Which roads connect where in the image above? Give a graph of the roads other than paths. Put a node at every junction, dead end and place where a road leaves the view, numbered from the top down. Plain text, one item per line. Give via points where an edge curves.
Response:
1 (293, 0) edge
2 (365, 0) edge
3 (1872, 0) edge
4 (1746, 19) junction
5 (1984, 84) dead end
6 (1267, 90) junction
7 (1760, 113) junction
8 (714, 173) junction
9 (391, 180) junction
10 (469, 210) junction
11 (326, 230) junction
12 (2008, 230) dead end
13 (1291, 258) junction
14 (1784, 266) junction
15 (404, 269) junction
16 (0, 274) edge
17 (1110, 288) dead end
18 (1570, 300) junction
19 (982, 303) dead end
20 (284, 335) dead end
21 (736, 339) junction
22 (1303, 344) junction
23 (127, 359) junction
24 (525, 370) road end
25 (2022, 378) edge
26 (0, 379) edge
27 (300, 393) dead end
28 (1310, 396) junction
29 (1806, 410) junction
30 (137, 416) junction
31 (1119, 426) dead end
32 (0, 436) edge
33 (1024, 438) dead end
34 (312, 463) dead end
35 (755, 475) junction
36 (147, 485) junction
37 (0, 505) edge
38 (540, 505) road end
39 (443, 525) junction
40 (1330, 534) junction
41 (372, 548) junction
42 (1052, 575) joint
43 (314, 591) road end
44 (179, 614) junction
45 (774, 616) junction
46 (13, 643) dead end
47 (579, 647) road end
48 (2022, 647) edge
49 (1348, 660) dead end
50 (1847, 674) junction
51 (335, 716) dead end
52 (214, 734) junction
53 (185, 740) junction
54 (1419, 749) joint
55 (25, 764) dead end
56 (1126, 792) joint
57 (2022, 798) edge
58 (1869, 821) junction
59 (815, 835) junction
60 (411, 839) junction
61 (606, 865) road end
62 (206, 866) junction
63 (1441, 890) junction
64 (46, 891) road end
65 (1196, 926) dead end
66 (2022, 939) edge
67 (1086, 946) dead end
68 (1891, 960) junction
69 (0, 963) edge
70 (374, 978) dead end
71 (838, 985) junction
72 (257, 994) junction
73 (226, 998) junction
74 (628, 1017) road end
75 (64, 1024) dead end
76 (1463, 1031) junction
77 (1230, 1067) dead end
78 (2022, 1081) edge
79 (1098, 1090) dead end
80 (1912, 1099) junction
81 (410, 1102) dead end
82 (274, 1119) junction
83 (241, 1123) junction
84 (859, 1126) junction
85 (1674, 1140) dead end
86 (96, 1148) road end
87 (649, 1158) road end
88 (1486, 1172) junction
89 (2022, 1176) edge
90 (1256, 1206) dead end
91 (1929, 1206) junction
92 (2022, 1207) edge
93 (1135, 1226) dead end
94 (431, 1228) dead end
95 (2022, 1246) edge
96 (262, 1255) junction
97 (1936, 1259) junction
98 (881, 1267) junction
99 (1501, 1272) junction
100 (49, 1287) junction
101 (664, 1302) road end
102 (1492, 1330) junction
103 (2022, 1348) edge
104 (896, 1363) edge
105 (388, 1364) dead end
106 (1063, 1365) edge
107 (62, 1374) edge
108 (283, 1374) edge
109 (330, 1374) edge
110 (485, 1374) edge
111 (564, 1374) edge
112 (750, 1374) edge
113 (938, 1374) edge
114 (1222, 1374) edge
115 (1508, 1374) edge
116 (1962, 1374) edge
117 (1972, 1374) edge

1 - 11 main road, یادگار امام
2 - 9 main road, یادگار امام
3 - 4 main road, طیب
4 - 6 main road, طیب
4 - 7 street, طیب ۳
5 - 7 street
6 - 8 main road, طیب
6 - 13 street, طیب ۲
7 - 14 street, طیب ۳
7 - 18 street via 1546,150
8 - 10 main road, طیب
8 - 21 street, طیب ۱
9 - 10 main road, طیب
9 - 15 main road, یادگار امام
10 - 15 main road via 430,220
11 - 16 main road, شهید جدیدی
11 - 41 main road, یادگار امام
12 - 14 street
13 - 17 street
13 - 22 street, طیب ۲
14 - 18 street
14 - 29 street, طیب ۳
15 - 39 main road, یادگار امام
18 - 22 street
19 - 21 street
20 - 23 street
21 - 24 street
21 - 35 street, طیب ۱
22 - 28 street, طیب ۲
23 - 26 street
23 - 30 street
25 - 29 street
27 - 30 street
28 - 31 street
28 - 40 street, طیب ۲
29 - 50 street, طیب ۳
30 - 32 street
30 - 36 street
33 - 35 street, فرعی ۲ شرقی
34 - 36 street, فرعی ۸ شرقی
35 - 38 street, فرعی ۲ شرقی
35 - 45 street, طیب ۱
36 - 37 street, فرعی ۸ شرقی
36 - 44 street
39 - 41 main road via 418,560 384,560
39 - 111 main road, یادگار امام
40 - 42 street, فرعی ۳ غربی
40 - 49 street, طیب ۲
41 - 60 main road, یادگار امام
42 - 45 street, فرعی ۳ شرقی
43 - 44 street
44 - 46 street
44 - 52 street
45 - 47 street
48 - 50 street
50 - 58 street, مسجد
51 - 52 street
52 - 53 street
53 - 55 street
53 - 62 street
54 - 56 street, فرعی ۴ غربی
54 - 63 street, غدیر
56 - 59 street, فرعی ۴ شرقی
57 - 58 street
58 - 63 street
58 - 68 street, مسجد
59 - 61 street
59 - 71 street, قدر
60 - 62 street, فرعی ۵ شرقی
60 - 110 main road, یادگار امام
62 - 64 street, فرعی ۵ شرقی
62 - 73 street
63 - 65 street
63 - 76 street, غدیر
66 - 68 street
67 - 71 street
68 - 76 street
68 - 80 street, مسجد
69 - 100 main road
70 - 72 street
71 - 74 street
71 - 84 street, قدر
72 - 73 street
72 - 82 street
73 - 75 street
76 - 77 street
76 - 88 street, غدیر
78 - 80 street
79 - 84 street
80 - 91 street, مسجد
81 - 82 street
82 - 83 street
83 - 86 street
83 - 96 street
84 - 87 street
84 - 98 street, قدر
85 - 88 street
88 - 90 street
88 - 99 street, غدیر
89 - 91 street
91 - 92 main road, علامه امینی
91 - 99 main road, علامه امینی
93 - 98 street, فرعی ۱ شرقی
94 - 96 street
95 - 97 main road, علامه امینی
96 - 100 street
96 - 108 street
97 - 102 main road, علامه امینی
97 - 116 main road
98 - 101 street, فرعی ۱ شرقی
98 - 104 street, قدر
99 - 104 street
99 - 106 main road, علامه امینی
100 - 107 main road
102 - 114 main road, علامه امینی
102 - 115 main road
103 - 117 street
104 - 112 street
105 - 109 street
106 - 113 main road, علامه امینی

***

__ACTION ITEM__. Retype every entry word for word.

__SOLVED PROBLEM__.
Which roads connect where in the image above? Give a graph of the roads other than paths. Put a node at every junction, dead end and place where a road leaves the view, numbered from the top down. Plain text, one item per line. Give via points where an edge curves.
Response:
1 (293, 0) edge
2 (365, 0) edge
3 (1872, 0) edge
4 (1746, 19) junction
5 (1984, 84) dead end
6 (1267, 90) junction
7 (1760, 113) junction
8 (714, 173) junction
9 (391, 180) junction
10 (469, 210) junction
11 (326, 230) junction
12 (2008, 230) dead end
13 (1291, 258) junction
14 (1784, 266) junction
15 (404, 269) junction
16 (0, 274) edge
17 (1110, 288) dead end
18 (1570, 300) junction
19 (982, 303) dead end
20 (284, 335) dead end
21 (736, 339) junction
22 (1303, 344) junction
23 (127, 359) junction
24 (525, 370) road end
25 (2022, 378) edge
26 (0, 379) edge
27 (300, 393) dead end
28 (1310, 396) junction
29 (1806, 410) junction
30 (137, 416) junction
31 (1119, 426) dead end
32 (0, 436) edge
33 (1024, 438) dead end
34 (312, 463) dead end
35 (755, 475) junction
36 (147, 485) junction
37 (0, 505) edge
38 (540, 505) road end
39 (443, 525) junction
40 (1330, 534) junction
41 (372, 548) junction
42 (1052, 575) joint
43 (314, 591) road end
44 (179, 614) junction
45 (774, 616) junction
46 (13, 643) dead end
47 (579, 647) road end
48 (2022, 647) edge
49 (1348, 660) dead end
50 (1847, 674) junction
51 (335, 716) dead end
52 (214, 734) junction
53 (185, 740) junction
54 (1419, 749) joint
55 (25, 764) dead end
56 (1126, 792) joint
57 (2022, 798) edge
58 (1869, 821) junction
59 (815, 835) junction
60 (411, 839) junction
61 (606, 865) road end
62 (206, 866) junction
63 (1441, 890) junction
64 (46, 891) road end
65 (1196, 926) dead end
66 (2022, 939) edge
67 (1086, 946) dead end
68 (1891, 960) junction
69 (0, 963) edge
70 (374, 978) dead end
71 (838, 985) junction
72 (257, 994) junction
73 (226, 998) junction
74 (628, 1017) road end
75 (64, 1024) dead end
76 (1463, 1031) junction
77 (1230, 1067) dead end
78 (2022, 1081) edge
79 (1098, 1090) dead end
80 (1912, 1099) junction
81 (410, 1102) dead end
82 (274, 1119) junction
83 (241, 1123) junction
84 (859, 1126) junction
85 (1674, 1140) dead end
86 (96, 1148) road end
87 (649, 1158) road end
88 (1486, 1172) junction
89 (2022, 1176) edge
90 (1256, 1206) dead end
91 (1929, 1206) junction
92 (2022, 1207) edge
93 (1135, 1226) dead end
94 (431, 1228) dead end
95 (2022, 1246) edge
96 (262, 1255) junction
97 (1936, 1259) junction
98 (881, 1267) junction
99 (1501, 1272) junction
100 (49, 1287) junction
101 (664, 1302) road end
102 (1492, 1330) junction
103 (2022, 1348) edge
104 (896, 1363) edge
105 (388, 1364) dead end
106 (1063, 1365) edge
107 (62, 1374) edge
108 (283, 1374) edge
109 (330, 1374) edge
110 (485, 1374) edge
111 (564, 1374) edge
112 (750, 1374) edge
113 (938, 1374) edge
114 (1222, 1374) edge
115 (1508, 1374) edge
116 (1962, 1374) edge
117 (1972, 1374) edge

1 - 11 main road, یادگار امام
2 - 9 main road, یادگار امام
3 - 4 main road, طیب
4 - 6 main road, طیب
4 - 7 street, طیب ۳
5 - 7 street
6 - 8 main road, طیب
6 - 13 street, طیب ۲
7 - 14 street, طیب ۳
7 - 18 street via 1546,150
8 - 10 main road, طیب
8 - 21 street, طیب ۱
9 - 10 main road, طیب
9 - 15 main road, یادگار امام
10 - 15 main road via 430,220
11 - 16 main road, شهید جدیدی
11 - 41 main road, یادگار امام
12 - 14 street
13 - 17 street
13 - 22 street, طیب ۲
14 - 18 street
14 - 29 street, طیب ۳
15 - 39 main road, یادگار امام
18 - 22 street
19 - 21 street
20 - 23 street
21 - 24 street
21 - 35 street, طیب ۱
22 - 28 street, طیب ۲
23 - 26 street
23 - 30 street
25 - 29 street
27 - 30 street
28 - 31 street
28 - 40 street, طیب ۲
29 - 50 street, طیب ۳
30 - 32 street
30 - 36 street
33 - 35 street, فرعی ۲ شرقی
34 - 36 street, فرعی ۸ شرقی
35 - 38 street, فرعی ۲ شرقی
35 - 45 street, طیب ۱
36 - 37 street, فرعی ۸ شرقی
36 - 44 street
39 - 41 main road via 418,560 384,560
39 - 111 main road, یادگار امام
40 - 42 street, فرعی ۳ غربی
40 - 49 street, طیب ۲
41 - 60 main road, یادگار امام
42 - 45 street, فرعی ۳ شرقی
43 - 44 street
44 - 46 street
44 - 52 street
45 - 47 street
48 - 50 street
50 - 58 street, مسجد
51 - 52 street
52 - 53 street
53 - 55 street
53 - 62 street
54 - 56 street, فرعی ۴ غربی
54 - 63 street, غدیر
56 - 59 street, فرعی ۴ شرقی
57 - 58 street
58 - 63 street
58 - 68 street, مسجد
59 - 61 street
59 - 71 street, قدر
60 - 62 street, فرعی ۵ شرقی
60 - 110 main road, یادگار امام
62 - 64 street, فرعی ۵ شرقی
62 - 73 street
63 - 65 street
63 - 76 street, غدیر
66 - 68 street
67 - 71 street
68 - 76 street
68 - 80 street, مسجد
69 - 100 main road
70 - 72 street
71 - 74 street
71 - 84 street, قدر
72 - 73 street
72 - 82 street
73 - 75 street
76 - 77 street
76 - 88 street, غدیر
78 - 80 street
79 - 84 street
80 - 91 street, مسجد
81 - 82 street
82 - 83 street
83 - 86 street
83 - 96 street
84 - 87 street
84 - 98 street, قدر
85 - 88 street
88 - 90 street
88 - 99 street, غدیر
89 - 91 street
91 - 92 main road, علامه امینی
91 - 99 main road, علامه امینی
93 - 98 street, فرعی ۱ شرقی
94 - 96 street
95 - 97 main road, علامه امینی
96 - 100 street
96 - 108 street
97 - 102 main road, علامه امینی
97 - 116 main road
98 - 101 street, فرعی ۱ شرقی
98 - 104 street, قدر
99 - 104 street
99 - 106 main road, علامه امینی
100 - 107 main road
102 - 114 main road, علامه امینی
102 - 115 main road
103 - 117 street
104 - 112 street
105 - 109 street
106 - 113 main road, علامه امینی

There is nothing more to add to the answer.